Work to be completed
Whenever a line below includes the string "dead", show it.
_ _ _
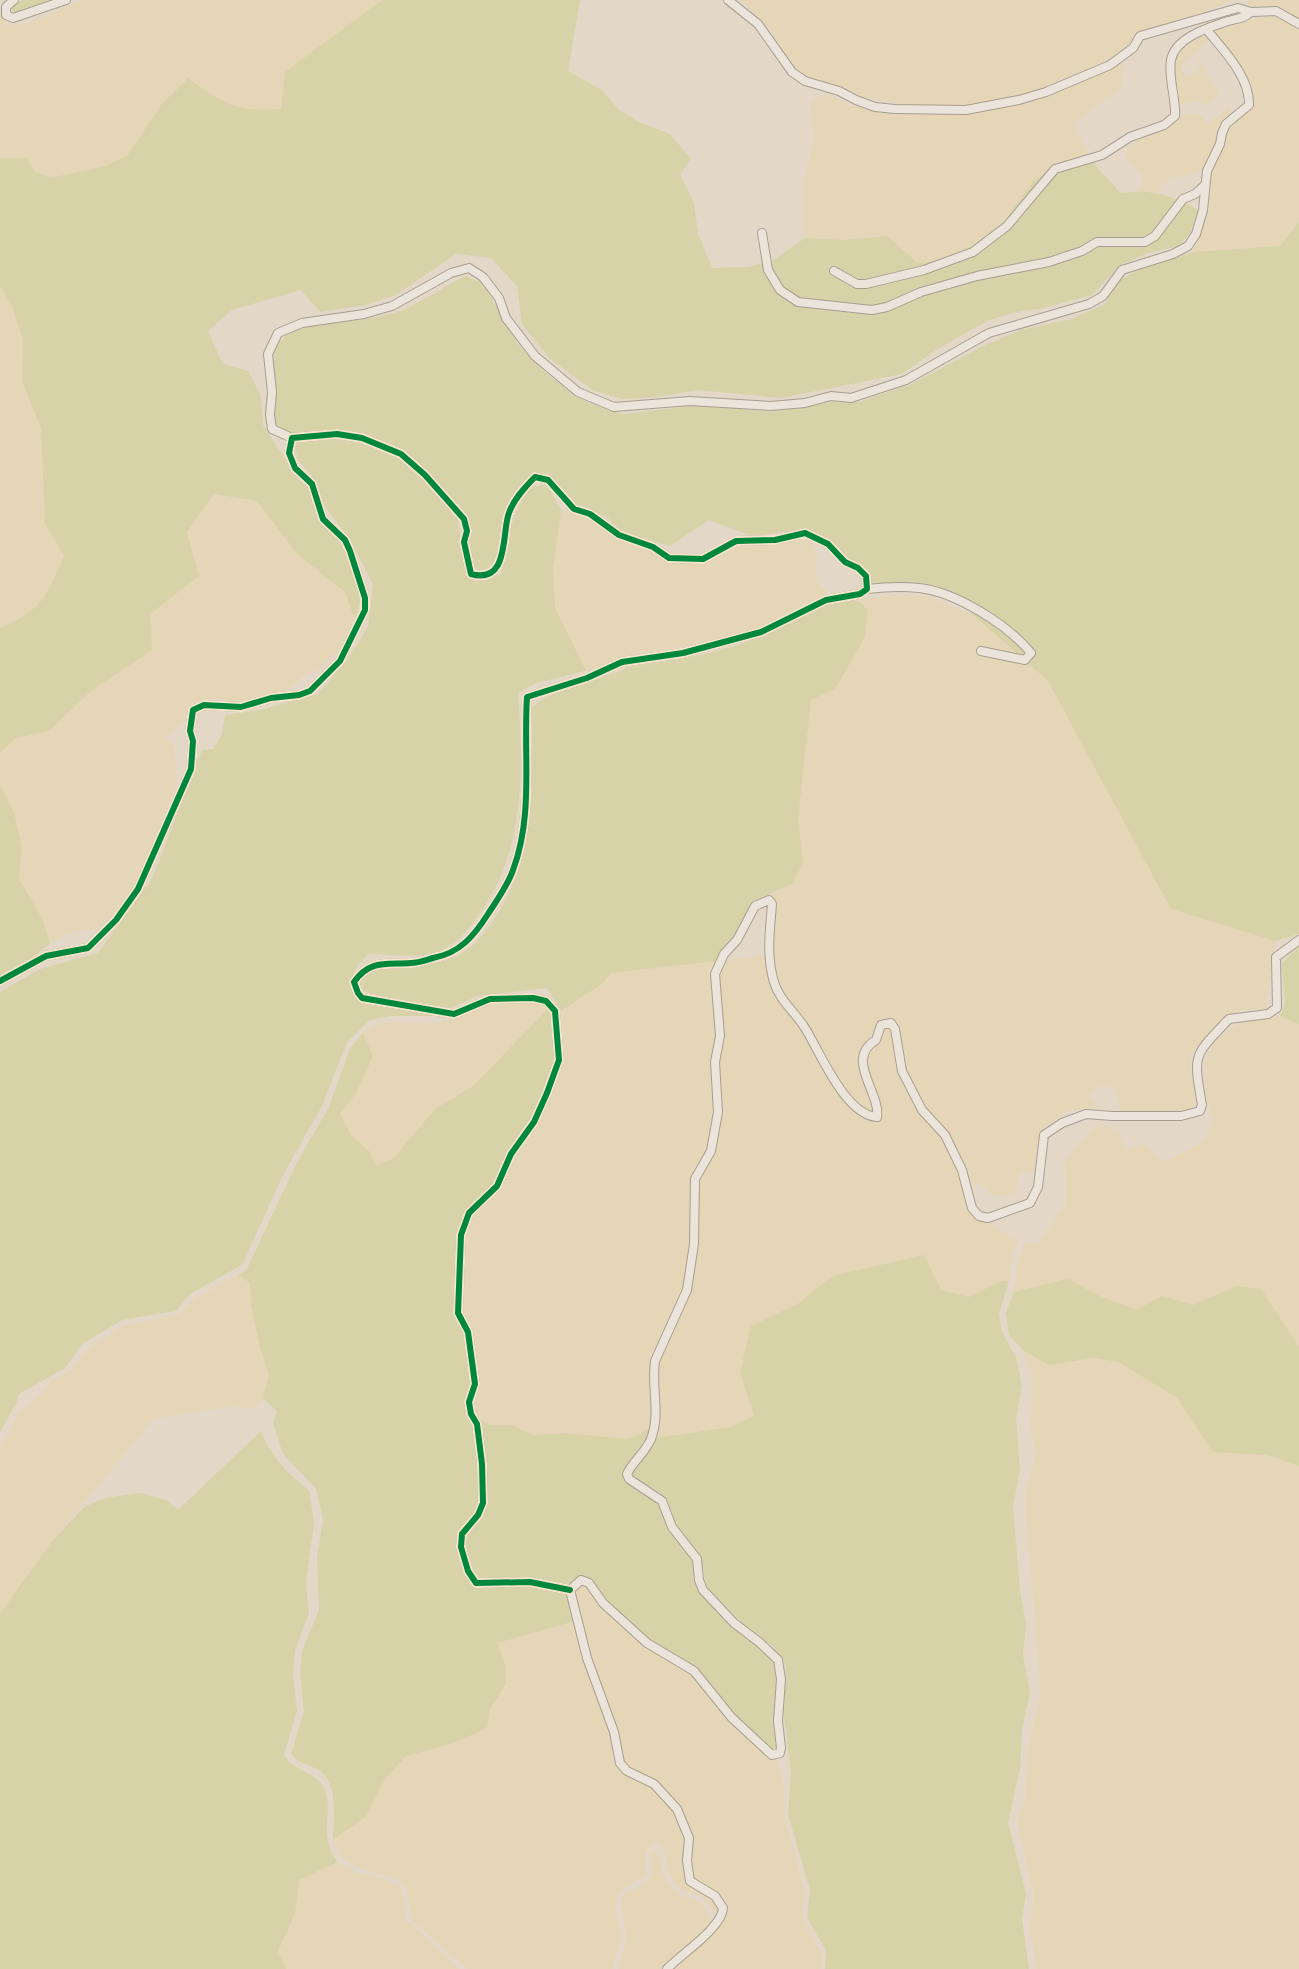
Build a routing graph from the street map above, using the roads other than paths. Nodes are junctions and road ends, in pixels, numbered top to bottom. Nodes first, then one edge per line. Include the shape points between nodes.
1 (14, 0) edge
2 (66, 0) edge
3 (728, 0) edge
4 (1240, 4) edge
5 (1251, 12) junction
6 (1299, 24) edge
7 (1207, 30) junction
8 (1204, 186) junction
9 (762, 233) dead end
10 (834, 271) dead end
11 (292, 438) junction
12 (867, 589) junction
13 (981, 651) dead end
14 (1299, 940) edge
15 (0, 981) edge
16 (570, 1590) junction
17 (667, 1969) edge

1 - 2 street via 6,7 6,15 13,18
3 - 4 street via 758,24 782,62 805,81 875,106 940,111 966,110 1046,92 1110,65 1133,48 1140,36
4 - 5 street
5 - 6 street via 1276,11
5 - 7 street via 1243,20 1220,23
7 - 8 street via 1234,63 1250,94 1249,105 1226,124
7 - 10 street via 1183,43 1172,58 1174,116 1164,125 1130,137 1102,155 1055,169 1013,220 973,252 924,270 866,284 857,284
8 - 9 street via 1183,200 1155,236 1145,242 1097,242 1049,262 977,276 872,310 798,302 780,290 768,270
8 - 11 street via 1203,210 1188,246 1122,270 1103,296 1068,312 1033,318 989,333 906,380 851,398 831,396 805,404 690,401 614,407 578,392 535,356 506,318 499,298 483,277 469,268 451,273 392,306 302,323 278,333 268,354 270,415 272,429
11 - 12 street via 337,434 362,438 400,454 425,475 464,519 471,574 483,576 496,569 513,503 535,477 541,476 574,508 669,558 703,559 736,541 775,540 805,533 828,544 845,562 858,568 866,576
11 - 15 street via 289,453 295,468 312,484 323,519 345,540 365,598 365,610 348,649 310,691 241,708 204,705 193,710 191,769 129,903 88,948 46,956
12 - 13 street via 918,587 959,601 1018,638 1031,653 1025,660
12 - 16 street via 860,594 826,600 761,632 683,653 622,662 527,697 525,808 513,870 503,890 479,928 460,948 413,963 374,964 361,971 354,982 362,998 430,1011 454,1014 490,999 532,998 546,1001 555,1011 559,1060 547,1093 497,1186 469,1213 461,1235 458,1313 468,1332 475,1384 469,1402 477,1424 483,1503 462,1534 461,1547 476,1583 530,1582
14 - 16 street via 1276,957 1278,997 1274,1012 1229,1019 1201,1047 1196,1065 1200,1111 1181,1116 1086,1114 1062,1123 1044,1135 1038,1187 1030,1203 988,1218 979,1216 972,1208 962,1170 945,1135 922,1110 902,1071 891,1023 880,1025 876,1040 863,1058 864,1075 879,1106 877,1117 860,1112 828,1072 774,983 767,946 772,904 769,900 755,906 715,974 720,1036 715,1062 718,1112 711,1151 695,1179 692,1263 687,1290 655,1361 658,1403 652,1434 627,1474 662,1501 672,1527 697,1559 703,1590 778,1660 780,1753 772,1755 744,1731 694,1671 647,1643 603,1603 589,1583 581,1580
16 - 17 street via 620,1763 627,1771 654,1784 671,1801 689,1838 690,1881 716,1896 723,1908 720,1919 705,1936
_ _ _
Task output
9 (762, 233) dead end
10 (834, 271) dead end
13 (981, 651) dead end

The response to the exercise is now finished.